Segundo o ministro, o simples uso da utensílio não representa irregularidade.
“Usar IA para fazer campanha é lícito, o que não pode é usar para prejudicar alguém”, afirmou.
A enunciação foi concedida no domingo (26), um dia posteriormente a Convenção Pátrio do PL, que oficializou a candidatura de Flávio Bolsonaro à Presidência da República.
Durante o evento partidário, foi apresentado um vídeo criado com recursos de Lucidez Sintético que reproduzia a imagem e a voz de Jair Bolsonaro manifestando suporte à candidatura do fruto. Antes da exibição, o material foi identificado porquê produzido por IA, deixando simples ao público que não se tratava de uma gravação real do ex-presidente.
Questionado sobre esse caso específico, Nunes Marques explicou que o TSE ainda deverá indagar a situação e, por isso, não poderia antecipar qualquer entendimento. Ele ressaltou, porém, que a Lucidez Sintético já faz segmento da rotina do próprio Poder Judiciário e que a tecnologia não deve ser tratada porquê alguma coisa ilícito de forma generalizada.
A estudo da Galanteio será baseada na solução do TSE que disciplina o uso de IA durante o processo eleitoral.
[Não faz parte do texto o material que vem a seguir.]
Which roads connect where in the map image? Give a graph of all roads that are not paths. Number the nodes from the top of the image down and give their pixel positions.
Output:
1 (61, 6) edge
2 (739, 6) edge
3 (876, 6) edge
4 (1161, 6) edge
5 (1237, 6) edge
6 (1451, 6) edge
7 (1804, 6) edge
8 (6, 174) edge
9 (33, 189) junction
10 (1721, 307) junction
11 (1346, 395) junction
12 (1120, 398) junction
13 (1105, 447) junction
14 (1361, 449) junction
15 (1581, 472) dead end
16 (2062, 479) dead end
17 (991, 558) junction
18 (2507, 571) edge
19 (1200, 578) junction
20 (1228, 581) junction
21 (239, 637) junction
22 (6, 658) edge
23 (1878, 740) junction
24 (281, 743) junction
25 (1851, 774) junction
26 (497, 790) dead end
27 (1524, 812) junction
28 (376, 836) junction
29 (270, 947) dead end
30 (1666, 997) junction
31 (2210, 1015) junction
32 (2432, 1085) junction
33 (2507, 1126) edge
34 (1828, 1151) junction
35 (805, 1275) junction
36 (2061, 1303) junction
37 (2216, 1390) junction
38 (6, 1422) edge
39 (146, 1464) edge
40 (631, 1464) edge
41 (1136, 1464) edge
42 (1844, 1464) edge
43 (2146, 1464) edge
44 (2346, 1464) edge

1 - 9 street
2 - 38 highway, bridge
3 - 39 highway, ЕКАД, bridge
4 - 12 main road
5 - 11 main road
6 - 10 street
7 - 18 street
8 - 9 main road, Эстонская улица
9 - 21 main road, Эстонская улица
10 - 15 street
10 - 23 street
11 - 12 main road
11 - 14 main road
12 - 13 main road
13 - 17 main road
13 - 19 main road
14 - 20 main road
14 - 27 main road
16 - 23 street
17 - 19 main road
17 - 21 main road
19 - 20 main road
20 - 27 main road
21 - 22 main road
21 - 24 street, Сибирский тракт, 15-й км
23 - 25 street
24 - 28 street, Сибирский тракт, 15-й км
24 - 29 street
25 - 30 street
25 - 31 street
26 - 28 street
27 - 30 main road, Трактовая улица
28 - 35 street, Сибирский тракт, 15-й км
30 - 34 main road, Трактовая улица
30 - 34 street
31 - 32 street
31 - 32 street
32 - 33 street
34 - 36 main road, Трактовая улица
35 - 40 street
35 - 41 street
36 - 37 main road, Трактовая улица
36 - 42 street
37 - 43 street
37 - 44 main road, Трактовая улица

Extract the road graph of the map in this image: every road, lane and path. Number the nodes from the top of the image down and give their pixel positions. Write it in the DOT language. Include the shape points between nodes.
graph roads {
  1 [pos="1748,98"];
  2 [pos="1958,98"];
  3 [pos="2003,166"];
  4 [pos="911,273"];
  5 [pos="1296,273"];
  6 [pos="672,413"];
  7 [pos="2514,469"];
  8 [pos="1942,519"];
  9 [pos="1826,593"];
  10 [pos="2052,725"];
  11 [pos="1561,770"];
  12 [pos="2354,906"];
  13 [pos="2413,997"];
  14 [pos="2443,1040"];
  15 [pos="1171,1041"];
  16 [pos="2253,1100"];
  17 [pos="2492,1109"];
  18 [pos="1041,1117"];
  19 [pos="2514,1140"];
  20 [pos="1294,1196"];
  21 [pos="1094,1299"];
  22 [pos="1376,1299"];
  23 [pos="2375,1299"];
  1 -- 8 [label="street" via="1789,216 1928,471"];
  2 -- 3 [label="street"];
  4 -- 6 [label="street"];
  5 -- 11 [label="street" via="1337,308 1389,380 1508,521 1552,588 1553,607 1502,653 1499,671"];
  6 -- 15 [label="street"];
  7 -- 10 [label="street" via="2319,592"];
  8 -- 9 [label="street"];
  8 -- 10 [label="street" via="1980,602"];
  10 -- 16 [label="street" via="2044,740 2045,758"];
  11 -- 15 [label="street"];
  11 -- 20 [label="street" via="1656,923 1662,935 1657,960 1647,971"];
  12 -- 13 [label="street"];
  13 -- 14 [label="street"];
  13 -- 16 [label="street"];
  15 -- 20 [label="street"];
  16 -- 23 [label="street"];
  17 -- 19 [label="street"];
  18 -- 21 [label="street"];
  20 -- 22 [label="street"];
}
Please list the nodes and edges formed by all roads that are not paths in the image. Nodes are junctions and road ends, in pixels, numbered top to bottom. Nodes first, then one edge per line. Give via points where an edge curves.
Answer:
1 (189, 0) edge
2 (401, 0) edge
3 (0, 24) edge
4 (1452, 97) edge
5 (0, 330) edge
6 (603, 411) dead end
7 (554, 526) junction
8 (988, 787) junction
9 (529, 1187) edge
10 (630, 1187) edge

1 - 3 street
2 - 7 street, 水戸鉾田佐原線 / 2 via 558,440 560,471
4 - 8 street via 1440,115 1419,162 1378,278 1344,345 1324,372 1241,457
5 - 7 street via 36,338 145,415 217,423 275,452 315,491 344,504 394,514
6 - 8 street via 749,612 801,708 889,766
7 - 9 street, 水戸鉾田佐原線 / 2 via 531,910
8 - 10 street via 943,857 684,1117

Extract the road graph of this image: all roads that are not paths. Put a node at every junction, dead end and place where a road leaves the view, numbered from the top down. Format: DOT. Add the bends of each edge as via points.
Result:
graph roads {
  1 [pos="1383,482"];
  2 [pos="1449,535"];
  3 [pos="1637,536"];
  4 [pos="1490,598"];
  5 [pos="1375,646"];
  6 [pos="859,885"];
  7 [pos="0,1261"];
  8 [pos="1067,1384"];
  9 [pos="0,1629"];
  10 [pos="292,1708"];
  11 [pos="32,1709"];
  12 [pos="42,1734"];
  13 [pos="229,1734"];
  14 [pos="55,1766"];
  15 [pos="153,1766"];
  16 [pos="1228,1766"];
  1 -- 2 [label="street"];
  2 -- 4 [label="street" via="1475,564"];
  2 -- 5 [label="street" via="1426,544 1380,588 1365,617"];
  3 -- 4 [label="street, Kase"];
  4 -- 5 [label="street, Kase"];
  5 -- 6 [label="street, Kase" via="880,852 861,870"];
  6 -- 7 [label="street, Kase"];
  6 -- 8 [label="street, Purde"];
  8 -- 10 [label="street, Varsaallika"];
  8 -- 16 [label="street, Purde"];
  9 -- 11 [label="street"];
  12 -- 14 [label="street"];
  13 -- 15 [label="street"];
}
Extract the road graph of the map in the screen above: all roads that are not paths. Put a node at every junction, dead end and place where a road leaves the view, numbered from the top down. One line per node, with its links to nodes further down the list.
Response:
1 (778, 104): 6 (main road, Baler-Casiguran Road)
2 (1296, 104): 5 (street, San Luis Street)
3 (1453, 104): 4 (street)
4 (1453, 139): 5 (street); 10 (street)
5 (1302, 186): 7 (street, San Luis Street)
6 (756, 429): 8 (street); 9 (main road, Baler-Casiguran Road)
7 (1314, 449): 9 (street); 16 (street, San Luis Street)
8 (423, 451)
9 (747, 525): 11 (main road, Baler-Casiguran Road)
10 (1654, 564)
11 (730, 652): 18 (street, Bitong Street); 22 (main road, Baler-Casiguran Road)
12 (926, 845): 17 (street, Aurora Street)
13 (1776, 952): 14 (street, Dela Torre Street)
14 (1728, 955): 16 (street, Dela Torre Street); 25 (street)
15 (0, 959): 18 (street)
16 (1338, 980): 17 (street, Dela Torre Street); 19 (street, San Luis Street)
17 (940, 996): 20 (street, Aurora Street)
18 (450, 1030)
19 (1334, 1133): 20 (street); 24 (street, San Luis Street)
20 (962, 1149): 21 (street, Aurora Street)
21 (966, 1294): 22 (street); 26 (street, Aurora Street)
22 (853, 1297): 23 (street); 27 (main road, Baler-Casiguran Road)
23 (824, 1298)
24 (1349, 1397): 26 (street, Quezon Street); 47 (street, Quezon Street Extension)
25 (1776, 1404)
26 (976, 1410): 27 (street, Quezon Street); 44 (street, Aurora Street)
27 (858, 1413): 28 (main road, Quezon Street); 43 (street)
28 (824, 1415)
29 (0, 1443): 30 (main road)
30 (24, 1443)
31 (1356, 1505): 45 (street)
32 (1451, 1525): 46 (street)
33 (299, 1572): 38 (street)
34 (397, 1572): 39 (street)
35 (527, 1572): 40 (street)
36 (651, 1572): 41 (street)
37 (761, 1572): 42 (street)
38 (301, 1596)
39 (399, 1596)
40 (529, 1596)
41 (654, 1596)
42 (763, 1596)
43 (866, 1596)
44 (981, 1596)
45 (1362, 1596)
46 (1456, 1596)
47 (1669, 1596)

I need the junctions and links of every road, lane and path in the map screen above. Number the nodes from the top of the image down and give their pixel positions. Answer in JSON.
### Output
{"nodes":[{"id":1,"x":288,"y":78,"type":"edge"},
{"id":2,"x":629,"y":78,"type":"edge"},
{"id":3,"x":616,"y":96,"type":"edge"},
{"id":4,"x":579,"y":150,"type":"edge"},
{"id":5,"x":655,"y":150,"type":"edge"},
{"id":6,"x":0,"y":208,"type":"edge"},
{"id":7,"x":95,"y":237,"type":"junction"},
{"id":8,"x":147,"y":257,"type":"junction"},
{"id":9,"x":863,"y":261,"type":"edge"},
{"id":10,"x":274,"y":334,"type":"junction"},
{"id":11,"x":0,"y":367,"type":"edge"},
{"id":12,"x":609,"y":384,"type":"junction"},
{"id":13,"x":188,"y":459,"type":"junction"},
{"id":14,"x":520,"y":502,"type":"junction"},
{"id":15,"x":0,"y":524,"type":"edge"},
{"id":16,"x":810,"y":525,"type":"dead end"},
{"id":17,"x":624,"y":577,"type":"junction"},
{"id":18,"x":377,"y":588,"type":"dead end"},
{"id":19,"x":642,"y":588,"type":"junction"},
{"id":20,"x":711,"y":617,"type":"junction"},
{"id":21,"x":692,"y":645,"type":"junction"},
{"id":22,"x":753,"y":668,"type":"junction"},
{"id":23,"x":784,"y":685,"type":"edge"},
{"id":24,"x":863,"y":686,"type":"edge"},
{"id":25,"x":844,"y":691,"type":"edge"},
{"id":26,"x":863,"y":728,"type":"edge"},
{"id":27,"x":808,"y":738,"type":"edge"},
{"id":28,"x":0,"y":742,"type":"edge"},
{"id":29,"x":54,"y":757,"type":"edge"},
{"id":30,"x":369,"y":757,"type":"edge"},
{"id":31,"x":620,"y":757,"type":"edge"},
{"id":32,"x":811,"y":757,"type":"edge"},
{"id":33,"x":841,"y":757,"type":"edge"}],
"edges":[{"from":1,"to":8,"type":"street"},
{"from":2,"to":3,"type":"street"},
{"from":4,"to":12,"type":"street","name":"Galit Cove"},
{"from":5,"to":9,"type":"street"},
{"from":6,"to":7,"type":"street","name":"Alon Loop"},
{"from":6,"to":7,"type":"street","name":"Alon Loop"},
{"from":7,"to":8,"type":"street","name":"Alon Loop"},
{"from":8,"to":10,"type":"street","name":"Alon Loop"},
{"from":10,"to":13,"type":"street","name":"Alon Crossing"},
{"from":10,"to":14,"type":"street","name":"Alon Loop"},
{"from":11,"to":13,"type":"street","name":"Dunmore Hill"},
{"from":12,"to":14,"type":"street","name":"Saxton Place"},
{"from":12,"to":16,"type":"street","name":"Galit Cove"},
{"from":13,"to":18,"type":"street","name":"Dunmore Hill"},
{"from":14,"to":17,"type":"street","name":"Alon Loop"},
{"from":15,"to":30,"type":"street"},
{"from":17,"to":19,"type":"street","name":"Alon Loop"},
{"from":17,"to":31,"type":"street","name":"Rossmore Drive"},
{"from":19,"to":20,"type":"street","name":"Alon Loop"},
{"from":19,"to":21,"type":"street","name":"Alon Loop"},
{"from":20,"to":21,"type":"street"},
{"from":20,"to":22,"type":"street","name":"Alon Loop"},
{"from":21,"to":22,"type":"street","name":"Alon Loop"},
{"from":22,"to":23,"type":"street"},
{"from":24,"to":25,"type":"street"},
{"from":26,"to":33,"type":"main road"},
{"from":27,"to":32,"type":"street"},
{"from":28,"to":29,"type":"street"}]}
O texto proíbe, “na propaganda eleitoral, qualquer que seja sua forma ou modalidade, de teor fabricado ou manipulado para difundir fatos notoriamente inverídicos ou descontextualizados com potencial para ocasionar danos ao estabilidade do pleito ou à integridade do processo eleitoral”.A mesma solução também estabelece que
“É proibido o uso, para prejudicar ou para proporcionar candidatura, de teor sintético em formato de áudio, vídeo ou combinação de ambos, que tenha sido gerado ou manipulado digitalmente, ainda que mediante autorização, para gerar, substituir ou mudar imagem ou voz de pessoa viva, falecida ou fictícia (deep fake)”.
Dessa forma, a regulamentação não impede o uso da Lucidez Sintético em campanhas eleitorais por si só. A restrição recai sobre conteúdos manipulados que possam enganar o sufragista, distorcer fatos ou comprometer a lisura e o estabilidade da disputa eleitoral.